I tried to use the warping board again last night, this time following the photo tutorial made by a fellow Raveler. It went a bit better than the last one, but is still not perfect. As of this particular moment, I can say (with some emphasis!) that I officially do not like warping the loom. I don’t dislike it enough to quit weaving, though, and it may be that as I get better at it I’ll start to enjoy it. If I ever get better at it. Right now, the outcome looks bleak, as far as that goes. I still managed to tangle the warp a bit as I wound it up on the beam, which means that even though the threads are in the right places on my side of the heddle, they aren’t on the back side, so when the shed is opened, there are threads that should be in either the up or down position but are instead floating in the middle, which is aggravating.

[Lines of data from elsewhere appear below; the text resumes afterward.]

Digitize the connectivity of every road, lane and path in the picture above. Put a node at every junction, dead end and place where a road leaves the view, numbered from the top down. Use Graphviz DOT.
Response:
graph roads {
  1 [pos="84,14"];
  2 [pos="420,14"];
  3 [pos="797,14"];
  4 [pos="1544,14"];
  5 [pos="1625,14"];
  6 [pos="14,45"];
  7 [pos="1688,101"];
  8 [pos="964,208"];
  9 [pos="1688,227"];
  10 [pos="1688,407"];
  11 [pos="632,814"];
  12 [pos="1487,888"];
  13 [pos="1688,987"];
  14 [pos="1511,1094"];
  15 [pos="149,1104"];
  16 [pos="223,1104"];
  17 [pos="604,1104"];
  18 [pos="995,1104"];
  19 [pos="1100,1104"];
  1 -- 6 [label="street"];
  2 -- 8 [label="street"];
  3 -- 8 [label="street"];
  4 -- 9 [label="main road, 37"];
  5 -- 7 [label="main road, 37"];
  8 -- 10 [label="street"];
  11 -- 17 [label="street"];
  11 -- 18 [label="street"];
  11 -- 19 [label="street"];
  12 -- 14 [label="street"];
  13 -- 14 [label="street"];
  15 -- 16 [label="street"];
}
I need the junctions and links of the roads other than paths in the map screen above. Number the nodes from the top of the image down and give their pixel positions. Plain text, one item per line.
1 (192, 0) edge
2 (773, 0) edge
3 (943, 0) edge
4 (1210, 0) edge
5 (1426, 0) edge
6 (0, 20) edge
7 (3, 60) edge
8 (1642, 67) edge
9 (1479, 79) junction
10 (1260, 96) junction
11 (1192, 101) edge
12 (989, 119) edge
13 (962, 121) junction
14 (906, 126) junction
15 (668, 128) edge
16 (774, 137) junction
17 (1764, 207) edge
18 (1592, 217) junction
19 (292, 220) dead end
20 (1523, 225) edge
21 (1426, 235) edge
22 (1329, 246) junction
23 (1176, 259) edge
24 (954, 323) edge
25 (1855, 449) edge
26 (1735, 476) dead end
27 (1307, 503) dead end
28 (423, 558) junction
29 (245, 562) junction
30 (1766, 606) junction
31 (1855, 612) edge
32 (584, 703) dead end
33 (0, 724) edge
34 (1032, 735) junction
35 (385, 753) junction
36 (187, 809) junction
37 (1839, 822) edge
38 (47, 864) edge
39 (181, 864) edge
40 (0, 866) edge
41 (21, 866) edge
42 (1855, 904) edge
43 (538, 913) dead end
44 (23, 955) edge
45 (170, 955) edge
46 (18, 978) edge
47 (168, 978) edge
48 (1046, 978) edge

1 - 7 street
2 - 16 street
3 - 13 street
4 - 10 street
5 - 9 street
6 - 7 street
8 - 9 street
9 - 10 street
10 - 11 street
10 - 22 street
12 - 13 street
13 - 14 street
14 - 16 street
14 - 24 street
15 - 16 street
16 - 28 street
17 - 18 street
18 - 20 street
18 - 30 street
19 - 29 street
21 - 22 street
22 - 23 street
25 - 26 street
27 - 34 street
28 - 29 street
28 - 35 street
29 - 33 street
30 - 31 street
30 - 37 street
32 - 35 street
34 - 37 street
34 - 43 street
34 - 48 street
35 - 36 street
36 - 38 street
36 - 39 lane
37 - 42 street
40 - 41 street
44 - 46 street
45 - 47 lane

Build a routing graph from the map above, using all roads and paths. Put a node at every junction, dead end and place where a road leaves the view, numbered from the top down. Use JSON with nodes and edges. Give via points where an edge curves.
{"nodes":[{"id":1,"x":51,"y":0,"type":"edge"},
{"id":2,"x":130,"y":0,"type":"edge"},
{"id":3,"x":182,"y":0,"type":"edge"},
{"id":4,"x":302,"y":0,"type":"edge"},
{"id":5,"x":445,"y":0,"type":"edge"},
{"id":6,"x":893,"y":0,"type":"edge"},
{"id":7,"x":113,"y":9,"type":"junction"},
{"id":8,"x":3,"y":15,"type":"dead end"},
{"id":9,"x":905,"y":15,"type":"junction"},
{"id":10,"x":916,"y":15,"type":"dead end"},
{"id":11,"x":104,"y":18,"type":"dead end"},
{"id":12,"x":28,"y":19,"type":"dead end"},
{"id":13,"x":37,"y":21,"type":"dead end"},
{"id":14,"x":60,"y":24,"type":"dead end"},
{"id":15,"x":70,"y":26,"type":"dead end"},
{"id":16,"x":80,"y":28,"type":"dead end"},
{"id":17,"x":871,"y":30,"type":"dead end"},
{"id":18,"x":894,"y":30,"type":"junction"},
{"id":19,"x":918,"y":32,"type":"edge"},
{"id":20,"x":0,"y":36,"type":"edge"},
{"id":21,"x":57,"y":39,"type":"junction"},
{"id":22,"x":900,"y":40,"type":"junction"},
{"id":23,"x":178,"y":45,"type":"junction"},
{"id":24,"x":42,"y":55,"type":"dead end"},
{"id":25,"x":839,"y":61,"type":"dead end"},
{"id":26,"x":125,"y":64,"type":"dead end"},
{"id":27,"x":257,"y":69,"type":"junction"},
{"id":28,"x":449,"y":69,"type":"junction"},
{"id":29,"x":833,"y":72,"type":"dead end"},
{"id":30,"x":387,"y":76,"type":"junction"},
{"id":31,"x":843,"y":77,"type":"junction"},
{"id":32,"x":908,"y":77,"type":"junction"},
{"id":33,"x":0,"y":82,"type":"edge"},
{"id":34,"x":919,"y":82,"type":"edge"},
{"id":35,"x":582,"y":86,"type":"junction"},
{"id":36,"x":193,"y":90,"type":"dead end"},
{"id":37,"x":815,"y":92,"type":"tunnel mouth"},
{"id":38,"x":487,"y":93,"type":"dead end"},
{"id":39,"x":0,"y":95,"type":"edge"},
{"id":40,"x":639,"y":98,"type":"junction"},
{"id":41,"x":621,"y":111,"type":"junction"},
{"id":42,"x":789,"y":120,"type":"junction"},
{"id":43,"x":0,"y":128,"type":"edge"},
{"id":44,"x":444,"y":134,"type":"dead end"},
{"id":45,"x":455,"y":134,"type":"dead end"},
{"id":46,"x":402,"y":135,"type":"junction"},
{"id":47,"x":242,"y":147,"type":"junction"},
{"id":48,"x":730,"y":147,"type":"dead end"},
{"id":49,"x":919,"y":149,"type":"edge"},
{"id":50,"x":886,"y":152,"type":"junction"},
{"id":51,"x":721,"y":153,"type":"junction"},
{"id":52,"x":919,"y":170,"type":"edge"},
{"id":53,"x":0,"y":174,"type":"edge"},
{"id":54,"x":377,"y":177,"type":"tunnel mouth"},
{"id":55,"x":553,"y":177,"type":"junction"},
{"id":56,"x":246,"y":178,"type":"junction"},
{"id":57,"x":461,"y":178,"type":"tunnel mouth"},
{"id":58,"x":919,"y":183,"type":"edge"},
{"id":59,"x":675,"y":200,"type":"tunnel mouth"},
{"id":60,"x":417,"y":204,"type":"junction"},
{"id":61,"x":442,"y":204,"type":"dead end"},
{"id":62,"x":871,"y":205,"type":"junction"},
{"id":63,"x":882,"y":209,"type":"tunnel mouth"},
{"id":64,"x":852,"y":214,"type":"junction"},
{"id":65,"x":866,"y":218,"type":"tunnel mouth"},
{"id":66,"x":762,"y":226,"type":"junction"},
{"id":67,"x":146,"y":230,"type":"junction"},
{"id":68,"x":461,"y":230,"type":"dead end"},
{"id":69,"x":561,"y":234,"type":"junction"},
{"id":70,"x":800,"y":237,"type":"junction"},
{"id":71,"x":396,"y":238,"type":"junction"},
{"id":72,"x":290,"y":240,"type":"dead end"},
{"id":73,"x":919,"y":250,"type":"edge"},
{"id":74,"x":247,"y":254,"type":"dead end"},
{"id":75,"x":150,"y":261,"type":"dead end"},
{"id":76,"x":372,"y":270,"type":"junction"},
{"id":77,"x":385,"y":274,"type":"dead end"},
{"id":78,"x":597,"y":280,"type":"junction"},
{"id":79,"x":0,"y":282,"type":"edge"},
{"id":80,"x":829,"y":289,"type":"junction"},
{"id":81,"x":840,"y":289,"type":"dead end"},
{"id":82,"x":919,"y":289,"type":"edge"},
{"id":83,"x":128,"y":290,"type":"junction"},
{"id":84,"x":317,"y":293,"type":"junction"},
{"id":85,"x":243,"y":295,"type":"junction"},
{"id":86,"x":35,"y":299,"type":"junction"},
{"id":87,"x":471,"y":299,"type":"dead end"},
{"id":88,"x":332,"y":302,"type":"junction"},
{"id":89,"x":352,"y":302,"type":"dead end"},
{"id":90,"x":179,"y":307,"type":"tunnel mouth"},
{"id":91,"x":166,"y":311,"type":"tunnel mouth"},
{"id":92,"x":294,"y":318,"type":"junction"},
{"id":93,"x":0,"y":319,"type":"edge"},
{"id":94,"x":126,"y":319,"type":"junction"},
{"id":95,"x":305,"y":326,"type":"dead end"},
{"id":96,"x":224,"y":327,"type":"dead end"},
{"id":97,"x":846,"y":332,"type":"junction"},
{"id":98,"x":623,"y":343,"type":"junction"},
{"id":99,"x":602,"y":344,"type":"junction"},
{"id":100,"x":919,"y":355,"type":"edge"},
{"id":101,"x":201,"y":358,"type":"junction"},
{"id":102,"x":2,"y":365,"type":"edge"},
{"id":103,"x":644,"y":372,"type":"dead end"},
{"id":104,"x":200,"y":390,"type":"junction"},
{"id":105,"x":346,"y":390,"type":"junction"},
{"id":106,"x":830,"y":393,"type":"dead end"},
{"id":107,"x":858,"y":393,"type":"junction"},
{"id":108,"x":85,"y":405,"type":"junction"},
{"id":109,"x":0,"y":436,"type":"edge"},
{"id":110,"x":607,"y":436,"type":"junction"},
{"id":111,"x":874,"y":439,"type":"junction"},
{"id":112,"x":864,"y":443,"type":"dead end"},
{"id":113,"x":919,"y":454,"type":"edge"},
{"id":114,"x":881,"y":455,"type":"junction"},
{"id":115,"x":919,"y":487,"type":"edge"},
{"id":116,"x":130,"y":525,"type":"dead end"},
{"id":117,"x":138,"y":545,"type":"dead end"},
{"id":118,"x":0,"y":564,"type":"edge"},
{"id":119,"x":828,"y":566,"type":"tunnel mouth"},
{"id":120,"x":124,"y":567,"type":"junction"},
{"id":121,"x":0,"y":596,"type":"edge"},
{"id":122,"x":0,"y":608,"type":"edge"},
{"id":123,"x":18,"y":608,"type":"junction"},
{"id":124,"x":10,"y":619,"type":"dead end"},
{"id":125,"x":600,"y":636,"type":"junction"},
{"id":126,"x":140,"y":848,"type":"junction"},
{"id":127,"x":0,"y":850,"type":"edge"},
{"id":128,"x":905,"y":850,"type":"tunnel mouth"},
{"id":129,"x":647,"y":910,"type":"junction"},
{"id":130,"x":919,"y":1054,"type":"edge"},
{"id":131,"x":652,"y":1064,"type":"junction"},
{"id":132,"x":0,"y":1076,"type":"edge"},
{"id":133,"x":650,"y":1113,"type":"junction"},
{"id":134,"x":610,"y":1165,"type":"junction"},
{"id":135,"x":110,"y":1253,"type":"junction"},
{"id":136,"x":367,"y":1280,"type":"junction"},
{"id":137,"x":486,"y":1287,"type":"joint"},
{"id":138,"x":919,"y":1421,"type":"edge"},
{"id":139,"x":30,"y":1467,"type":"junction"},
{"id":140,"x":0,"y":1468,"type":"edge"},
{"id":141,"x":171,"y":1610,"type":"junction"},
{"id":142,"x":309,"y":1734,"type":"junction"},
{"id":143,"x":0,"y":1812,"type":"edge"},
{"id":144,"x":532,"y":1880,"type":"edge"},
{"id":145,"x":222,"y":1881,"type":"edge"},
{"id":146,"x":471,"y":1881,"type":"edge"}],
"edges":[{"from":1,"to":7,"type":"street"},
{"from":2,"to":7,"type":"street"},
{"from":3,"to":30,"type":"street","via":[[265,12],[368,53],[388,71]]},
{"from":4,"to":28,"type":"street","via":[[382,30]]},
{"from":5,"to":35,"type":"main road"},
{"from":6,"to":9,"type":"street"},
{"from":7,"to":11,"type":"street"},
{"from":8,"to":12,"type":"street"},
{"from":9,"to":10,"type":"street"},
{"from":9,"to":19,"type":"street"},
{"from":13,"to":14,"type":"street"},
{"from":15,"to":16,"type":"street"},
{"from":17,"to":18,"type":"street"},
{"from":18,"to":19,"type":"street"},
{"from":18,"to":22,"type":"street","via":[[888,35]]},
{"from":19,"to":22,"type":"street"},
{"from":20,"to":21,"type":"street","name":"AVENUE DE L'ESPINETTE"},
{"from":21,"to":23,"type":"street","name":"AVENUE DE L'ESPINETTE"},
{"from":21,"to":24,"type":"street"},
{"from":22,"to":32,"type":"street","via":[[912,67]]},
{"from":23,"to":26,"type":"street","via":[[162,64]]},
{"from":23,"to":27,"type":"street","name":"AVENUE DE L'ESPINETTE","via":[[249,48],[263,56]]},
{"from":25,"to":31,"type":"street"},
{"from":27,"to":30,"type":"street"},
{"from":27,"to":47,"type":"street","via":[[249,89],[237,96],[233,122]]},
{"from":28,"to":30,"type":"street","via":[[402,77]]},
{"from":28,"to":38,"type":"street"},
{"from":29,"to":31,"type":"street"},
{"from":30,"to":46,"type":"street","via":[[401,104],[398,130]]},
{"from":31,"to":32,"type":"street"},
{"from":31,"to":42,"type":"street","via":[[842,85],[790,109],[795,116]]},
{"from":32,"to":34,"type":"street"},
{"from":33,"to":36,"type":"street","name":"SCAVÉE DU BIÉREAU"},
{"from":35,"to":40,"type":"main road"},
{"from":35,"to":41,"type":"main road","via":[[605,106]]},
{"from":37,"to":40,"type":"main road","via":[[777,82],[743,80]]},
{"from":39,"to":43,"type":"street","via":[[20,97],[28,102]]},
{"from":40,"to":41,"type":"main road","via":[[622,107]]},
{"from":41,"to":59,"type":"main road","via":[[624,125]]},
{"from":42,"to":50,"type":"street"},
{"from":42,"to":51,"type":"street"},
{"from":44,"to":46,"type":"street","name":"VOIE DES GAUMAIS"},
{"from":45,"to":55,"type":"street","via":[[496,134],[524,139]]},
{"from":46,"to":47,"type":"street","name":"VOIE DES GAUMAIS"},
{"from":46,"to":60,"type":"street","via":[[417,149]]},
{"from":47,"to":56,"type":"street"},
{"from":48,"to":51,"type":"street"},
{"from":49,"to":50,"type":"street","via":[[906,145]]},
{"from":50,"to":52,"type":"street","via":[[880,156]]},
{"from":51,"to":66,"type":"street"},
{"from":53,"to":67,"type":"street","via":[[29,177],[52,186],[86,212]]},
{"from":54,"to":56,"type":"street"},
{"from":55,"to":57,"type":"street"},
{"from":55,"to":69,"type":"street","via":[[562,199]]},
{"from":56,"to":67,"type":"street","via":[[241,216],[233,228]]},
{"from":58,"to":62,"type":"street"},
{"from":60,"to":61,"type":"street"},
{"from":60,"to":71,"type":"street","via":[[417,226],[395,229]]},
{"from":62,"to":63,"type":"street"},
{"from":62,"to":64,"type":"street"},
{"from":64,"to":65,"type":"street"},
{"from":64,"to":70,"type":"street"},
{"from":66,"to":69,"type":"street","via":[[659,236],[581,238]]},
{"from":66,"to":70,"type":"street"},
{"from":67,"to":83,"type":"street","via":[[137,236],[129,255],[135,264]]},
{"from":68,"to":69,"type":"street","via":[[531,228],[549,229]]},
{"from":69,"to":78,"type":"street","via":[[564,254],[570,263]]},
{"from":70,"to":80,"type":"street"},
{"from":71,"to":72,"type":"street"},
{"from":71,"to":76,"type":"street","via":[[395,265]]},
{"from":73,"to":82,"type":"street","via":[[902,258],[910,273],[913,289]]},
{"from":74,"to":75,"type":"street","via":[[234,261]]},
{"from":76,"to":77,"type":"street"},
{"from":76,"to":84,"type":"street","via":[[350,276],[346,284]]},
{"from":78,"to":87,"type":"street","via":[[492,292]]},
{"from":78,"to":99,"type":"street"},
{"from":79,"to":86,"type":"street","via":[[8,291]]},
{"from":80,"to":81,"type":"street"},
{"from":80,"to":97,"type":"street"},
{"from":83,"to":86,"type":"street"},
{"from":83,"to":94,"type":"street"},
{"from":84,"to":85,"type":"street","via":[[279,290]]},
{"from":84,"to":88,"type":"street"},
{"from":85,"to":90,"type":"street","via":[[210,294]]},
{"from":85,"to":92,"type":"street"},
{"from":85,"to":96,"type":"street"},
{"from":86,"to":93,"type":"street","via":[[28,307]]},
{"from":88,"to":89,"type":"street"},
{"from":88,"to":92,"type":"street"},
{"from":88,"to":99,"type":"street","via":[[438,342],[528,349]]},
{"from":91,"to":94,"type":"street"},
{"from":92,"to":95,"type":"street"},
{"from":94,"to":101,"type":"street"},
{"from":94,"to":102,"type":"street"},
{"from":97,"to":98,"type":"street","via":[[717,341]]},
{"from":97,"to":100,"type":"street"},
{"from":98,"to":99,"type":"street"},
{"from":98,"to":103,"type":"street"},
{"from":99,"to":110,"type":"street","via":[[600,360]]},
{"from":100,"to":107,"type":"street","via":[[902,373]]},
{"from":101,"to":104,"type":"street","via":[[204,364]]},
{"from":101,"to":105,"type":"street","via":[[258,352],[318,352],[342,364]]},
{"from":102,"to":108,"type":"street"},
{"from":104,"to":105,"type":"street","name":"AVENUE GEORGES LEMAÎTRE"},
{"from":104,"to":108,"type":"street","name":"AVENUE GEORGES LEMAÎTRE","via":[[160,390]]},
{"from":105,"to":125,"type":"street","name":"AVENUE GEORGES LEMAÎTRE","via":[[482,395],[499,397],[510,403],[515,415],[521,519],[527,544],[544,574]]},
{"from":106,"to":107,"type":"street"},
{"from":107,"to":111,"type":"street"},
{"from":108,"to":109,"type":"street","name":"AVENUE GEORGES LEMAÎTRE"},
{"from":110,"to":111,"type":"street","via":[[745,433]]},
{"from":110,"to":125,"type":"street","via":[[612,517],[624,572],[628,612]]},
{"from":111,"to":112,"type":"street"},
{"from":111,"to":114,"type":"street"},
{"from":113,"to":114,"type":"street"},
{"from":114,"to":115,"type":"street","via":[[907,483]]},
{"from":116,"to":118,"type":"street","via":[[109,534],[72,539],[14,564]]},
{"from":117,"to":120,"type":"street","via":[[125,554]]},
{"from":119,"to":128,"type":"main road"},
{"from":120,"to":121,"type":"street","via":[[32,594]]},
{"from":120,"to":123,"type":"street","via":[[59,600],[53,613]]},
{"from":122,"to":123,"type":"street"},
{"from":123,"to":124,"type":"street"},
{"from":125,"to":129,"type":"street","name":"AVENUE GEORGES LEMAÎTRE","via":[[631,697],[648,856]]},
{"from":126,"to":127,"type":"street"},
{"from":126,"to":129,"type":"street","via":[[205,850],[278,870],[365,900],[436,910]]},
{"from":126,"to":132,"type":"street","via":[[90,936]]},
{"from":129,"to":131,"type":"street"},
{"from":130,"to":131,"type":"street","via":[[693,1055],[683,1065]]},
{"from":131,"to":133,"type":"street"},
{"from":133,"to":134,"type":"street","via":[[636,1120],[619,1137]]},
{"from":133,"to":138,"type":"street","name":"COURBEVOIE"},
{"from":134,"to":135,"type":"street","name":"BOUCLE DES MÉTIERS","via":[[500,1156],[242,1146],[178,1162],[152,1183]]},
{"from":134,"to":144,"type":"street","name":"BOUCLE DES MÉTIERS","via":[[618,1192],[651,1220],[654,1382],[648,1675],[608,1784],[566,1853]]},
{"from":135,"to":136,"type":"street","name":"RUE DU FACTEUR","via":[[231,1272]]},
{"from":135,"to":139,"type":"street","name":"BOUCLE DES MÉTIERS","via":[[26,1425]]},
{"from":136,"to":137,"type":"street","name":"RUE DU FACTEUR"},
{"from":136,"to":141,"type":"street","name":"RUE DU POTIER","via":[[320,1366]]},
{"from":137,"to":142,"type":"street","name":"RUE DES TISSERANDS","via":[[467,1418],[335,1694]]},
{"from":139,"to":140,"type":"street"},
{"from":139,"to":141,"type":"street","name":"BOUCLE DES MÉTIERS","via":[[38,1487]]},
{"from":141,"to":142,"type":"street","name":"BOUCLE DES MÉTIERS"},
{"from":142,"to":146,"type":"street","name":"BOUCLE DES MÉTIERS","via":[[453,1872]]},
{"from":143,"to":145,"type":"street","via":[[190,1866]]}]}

Still, it could be worse. The previous warp, a nice, 3 yard long one, was such a mess that I finally just cut the gorram thing off. I saved the warp threads though. I might find another use for them later.
Among the yarns I got from Craigslist, there is a cone of a very pretty dark red or burgundy shot with silver. Before cutting off said last disastrous warp, I decided to experiment with this yarn. As yet, I only have the 8 dent reed that came with River. There are several others available, but they will have to wait until next month. So my warp threads were 8 WPI worsted weight acrylic baby yarn, the stuff carried at WalMart. This red/silver has no labels on it, but I can say it is a 30 WPI yarn. It’s so thin you could almost call it thread. In my experiment, I used it as weft. The experiment did not go well, which really wasn’t unexpected. This stuff simply could not be beaten enough to slide on the warp threads to lie side by side. I did several rows in hope of improvement, but no. I had a better chance of breaking the warp or the reed than I had of pushing the weft threads together. That ended that, but I learned something new.
My mother always told me I was hardheaded, and to an extent, she was right. I am. I probably could have asked a more experienced weaver about it and been told that it wouldn’t work, but I know myself well enough to know that even if I had been told, I would have tried it anyway, just to prove it to myself. And now I have, the experiment is over, and won’t be repeated.
The rest of today will be dedicated to actually doing my own laundry, which has piled up in the extreme, and to the logistics of how to hang Christmas lights around my front windows on the inside so they can be seen on the outside. Our tree has been up since the very beginning of December, and Aneira did most of the decorating, with Bryony’s “help”. Hubby isn’t fond of Christmas, but tolerates it because the rest of us love it, so the responsibility for figuring out the lights is entirely mine. He suggested pins, or tape, but I really don’t want tape residue all over the windows, or tiny holes everywhere. I may not have a choice, though. Or, I could leave well enough alone and just have the tree and stockings this year. We spent so much money on buying the house and moving–and all the problems that came with the house–that we were lucky to be able to buy the kids presents this year! So we bought the cheapest tree we could, with the intent of buying a bigger, better one next year, and covered the girls’ presents. Hubby and I get one gift each, which is perfectly all right with me!